今からでも遅くない、Aを説得してBの身に起きた出来事を大人たちに伝えようと思ったのですが……夜の田舎道を走っている時、ぞくりと悪寒が駆け抜けました。
「えっ?」
反射的に振り向いた先にはBの屋敷があり、母屋の方から凄まじい絶叫が響いてきました。
まさかと思って塀を乗り越え、庭先を横切って母屋に走った俺が目の当たりにしたのは、髪の毛を振り乱して喚き散らす女の人……おそらくBの継母です。幸か不幸かBの父親は仕事で不在みたいでした。
「な、なんで帰ってくるのよ!あんたは死んだはずじゃない!」
女の人の正面に立っているのはパジャマ姿のAですが、その目は虚ろでどこも見ておらず、全身から異様な雰囲気が漂っていました。さらに奇妙な事にAの足は泥だらけで、自分のうちから裸足で歩いてきたように見受けられました。
俺の目には夢遊病のAにしか見えないのに、継母の目には違うものが映っているらしく、彼女はヒステリックに泣き叫んで命乞いをしています。
「お願い許してごめんなさい、だってアンタ薄気味悪くて……あの人は世間体があるから施設に預けるのはやだっていうし、だったら自分から出てくように仕向けるしかないじゃないの!」
次の瞬間、継母がAとBを取り違えて暴言を浴びせたのだと理解し、激しい怒りを覚えました。
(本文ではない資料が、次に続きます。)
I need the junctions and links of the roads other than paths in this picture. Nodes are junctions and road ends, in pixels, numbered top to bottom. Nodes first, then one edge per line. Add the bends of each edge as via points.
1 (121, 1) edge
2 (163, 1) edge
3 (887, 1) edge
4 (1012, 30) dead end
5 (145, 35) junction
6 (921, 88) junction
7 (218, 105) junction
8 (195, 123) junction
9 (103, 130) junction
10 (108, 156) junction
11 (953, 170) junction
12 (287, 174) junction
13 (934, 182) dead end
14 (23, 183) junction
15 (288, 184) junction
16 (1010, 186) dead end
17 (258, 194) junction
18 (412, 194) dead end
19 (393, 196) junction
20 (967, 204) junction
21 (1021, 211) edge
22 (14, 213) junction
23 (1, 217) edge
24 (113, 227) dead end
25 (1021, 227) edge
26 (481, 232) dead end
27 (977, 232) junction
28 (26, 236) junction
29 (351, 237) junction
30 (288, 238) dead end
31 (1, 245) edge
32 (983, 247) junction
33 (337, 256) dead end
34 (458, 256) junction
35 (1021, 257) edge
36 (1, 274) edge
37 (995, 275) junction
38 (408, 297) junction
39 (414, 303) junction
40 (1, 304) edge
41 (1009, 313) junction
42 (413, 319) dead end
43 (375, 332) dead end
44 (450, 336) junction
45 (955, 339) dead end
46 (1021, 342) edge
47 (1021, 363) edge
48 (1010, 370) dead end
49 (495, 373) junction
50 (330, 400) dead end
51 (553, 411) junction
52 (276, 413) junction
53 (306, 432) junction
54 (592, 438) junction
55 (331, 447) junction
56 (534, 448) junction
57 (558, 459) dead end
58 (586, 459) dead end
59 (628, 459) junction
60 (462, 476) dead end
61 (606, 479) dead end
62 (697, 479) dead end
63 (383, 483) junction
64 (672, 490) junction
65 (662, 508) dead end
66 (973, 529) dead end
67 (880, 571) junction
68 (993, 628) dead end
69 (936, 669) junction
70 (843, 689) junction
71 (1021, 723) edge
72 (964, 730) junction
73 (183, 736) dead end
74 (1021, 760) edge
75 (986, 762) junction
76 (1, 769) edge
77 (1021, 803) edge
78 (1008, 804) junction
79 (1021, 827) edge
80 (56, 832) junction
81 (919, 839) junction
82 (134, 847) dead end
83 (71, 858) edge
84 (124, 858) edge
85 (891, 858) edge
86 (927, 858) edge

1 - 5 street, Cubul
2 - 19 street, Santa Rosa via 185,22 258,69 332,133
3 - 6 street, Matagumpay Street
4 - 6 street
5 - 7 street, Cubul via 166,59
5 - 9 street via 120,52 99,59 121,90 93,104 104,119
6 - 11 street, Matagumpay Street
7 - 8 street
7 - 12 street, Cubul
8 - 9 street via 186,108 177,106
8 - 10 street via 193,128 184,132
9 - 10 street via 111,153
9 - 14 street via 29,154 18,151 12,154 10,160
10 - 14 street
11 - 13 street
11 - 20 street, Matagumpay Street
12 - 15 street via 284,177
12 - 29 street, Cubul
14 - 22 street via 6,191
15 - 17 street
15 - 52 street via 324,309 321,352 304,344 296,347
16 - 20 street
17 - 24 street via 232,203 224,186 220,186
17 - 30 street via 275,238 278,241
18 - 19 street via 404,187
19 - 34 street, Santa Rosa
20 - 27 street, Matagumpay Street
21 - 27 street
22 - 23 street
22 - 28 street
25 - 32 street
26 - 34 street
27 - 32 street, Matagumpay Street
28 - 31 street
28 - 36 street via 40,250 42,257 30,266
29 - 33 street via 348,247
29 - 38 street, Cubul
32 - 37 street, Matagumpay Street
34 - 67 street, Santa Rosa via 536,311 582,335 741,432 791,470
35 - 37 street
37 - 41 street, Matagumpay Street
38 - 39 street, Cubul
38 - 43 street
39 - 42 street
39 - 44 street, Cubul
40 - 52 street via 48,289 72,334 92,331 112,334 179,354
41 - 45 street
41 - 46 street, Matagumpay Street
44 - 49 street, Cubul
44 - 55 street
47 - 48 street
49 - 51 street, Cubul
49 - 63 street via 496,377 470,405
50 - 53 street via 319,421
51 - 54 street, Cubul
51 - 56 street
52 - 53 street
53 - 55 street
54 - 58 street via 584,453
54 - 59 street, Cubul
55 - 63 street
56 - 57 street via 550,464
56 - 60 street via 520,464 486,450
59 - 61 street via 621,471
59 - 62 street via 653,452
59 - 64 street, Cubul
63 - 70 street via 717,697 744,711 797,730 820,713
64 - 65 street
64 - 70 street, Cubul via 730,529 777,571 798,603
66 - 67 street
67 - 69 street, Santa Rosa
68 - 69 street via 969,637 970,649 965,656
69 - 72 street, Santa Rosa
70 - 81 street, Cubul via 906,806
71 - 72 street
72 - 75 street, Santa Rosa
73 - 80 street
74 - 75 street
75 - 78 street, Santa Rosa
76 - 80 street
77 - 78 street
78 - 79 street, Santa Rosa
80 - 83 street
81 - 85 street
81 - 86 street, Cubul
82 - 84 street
とはいえ様子のおかしいAを放っておくわけにもいかず、土足で縁側に上がり彼を取り押さえにかかります。
「しっかりしろA!」
「俺は……僕は……おかあああさああああああああんんん」
どうにかAを捕まえるのに成功したものの、彼の喉から放たれたのは声変わり前の少年のもの……俺のよく知る、Bのボーイソプラノでした。
直後にAは苦しげにえずいて嘔吐し、縁側の床の上に胃の中身がぶちまけられました。
「きゃああああああっ!」
継母が白目を剥いて叫んだのは、Aの吐瀉物の中にBの爪が入っていたからに他なりません。爪を吐きだしたAはぐったりし、俺は発狂した継母をBの家に残し、祖父母や近所の大人たちに事件を知らせて回りました。
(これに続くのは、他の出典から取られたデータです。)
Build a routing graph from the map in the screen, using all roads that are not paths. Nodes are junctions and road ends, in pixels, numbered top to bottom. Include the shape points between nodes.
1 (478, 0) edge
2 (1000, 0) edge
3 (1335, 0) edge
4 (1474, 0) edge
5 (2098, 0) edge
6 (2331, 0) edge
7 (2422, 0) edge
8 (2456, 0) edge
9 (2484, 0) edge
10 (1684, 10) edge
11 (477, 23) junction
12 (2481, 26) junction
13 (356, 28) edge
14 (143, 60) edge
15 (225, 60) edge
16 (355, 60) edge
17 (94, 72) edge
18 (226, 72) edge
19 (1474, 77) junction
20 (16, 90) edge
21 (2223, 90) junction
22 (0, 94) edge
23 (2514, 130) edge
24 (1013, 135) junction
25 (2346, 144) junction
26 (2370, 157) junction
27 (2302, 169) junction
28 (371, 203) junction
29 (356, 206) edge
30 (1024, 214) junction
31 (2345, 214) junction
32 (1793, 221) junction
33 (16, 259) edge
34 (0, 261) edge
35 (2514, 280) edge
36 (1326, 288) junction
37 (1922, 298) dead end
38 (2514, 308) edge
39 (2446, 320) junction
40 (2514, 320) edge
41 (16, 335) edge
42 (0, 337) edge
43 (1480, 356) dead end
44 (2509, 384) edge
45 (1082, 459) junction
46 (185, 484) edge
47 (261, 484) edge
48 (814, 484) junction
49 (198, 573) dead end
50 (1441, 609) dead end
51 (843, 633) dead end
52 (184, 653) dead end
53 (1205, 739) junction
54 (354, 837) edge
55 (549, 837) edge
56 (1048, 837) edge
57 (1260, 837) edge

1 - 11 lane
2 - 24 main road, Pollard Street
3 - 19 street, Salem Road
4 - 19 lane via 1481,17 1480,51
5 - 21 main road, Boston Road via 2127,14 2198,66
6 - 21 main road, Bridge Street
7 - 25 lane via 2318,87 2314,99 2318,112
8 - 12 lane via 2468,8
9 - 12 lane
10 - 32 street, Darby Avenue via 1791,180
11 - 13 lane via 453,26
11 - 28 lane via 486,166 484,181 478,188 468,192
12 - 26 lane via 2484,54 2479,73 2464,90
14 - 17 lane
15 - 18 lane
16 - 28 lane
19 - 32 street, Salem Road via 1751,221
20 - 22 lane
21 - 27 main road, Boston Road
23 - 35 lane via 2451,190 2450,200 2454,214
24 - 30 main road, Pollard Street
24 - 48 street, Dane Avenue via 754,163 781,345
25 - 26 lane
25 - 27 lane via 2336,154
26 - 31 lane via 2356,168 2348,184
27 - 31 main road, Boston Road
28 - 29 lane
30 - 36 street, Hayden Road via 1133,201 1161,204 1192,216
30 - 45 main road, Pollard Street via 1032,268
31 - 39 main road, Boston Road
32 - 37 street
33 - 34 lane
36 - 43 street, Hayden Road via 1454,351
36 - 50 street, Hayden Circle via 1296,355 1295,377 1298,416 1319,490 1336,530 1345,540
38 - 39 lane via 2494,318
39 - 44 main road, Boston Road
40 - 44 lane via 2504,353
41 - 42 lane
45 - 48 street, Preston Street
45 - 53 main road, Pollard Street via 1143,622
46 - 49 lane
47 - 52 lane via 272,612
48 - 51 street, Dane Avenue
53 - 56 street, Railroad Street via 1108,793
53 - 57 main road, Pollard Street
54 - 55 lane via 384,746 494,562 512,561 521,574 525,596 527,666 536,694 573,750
そこからの展開はめまぐるしく、継母はBを虐待した事実を認めて警察に出頭し、息子を見殺しにした父親も大いに責められて職を追われたそうです。
夏休み最終日、俺とAはBが眠る墓に爪を手向けて合掌しました。
はたして俺が見たものは何だったのでしょうか。本当にBがAの体を借りて甦ったのでしょうか……。